>>>
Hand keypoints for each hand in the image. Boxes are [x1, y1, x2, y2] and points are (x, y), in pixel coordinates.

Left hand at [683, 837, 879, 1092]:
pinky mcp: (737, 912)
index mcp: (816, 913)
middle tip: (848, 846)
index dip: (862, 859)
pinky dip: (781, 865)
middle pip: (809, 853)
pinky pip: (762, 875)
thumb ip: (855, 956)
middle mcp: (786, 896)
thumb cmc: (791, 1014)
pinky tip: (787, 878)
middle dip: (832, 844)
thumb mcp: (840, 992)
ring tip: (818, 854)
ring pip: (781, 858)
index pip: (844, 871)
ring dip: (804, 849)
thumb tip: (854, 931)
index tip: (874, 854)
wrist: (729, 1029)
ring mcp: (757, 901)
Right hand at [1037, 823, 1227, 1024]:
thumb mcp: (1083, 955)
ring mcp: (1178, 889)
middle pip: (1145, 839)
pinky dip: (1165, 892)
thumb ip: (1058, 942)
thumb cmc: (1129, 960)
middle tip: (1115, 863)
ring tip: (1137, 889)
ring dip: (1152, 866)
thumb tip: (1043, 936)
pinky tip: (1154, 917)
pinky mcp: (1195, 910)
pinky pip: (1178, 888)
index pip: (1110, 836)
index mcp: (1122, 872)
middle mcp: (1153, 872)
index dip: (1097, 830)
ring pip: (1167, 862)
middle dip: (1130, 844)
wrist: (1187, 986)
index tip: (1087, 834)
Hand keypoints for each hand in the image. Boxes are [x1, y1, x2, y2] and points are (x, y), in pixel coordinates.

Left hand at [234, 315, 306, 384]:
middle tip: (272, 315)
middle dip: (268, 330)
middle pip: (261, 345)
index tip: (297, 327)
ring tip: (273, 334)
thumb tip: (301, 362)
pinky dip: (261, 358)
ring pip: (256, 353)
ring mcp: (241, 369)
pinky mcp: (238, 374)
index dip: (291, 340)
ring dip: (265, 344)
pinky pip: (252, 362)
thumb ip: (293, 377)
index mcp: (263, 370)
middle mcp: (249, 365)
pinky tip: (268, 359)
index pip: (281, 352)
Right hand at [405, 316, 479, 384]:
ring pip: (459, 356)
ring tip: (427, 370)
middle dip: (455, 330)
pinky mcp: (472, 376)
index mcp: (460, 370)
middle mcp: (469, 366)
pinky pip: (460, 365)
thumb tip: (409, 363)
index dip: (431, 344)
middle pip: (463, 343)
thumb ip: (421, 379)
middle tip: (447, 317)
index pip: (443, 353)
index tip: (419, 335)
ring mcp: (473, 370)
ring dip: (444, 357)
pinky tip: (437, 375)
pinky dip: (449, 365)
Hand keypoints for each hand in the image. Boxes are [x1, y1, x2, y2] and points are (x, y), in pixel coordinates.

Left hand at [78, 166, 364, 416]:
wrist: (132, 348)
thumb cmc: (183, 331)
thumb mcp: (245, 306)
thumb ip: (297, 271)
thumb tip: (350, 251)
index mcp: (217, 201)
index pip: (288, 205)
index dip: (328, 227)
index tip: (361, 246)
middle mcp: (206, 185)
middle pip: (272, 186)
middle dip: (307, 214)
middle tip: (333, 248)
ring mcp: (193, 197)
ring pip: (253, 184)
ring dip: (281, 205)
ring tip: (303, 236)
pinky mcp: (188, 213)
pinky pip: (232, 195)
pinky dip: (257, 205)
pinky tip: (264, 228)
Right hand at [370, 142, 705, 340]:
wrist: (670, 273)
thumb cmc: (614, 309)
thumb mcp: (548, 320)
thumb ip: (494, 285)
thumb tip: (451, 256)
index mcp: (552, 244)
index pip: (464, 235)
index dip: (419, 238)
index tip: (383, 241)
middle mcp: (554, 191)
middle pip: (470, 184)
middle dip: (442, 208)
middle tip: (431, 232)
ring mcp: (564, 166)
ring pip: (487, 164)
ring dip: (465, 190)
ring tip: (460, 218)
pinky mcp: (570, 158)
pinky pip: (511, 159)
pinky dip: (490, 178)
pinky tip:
<<<
[Prompt] Go through the material above and output exactly the lines from the one containing "index pip: (844, 871)" through the one containing "pinky tip: (1154, 917)".

[Exercise solution]
index pip: (844, 871)
ring dip: (804, 849)
thumb tip: (854, 931)
index tip: (874, 854)
wrist: (729, 1029)
ring mcp: (757, 901)
Right hand at [1037, 823, 1227, 1024]:
thumb mcp: (1083, 955)
ring mcp: (1178, 889)
middle pip: (1145, 839)
pinky dip: (1165, 892)
thumb ip: (1058, 942)
thumb cmc: (1129, 960)
middle tip: (1115, 863)
ring tip: (1137, 889)
ring dip: (1152, 866)
thumb tip: (1043, 936)
pinky tip: (1154, 917)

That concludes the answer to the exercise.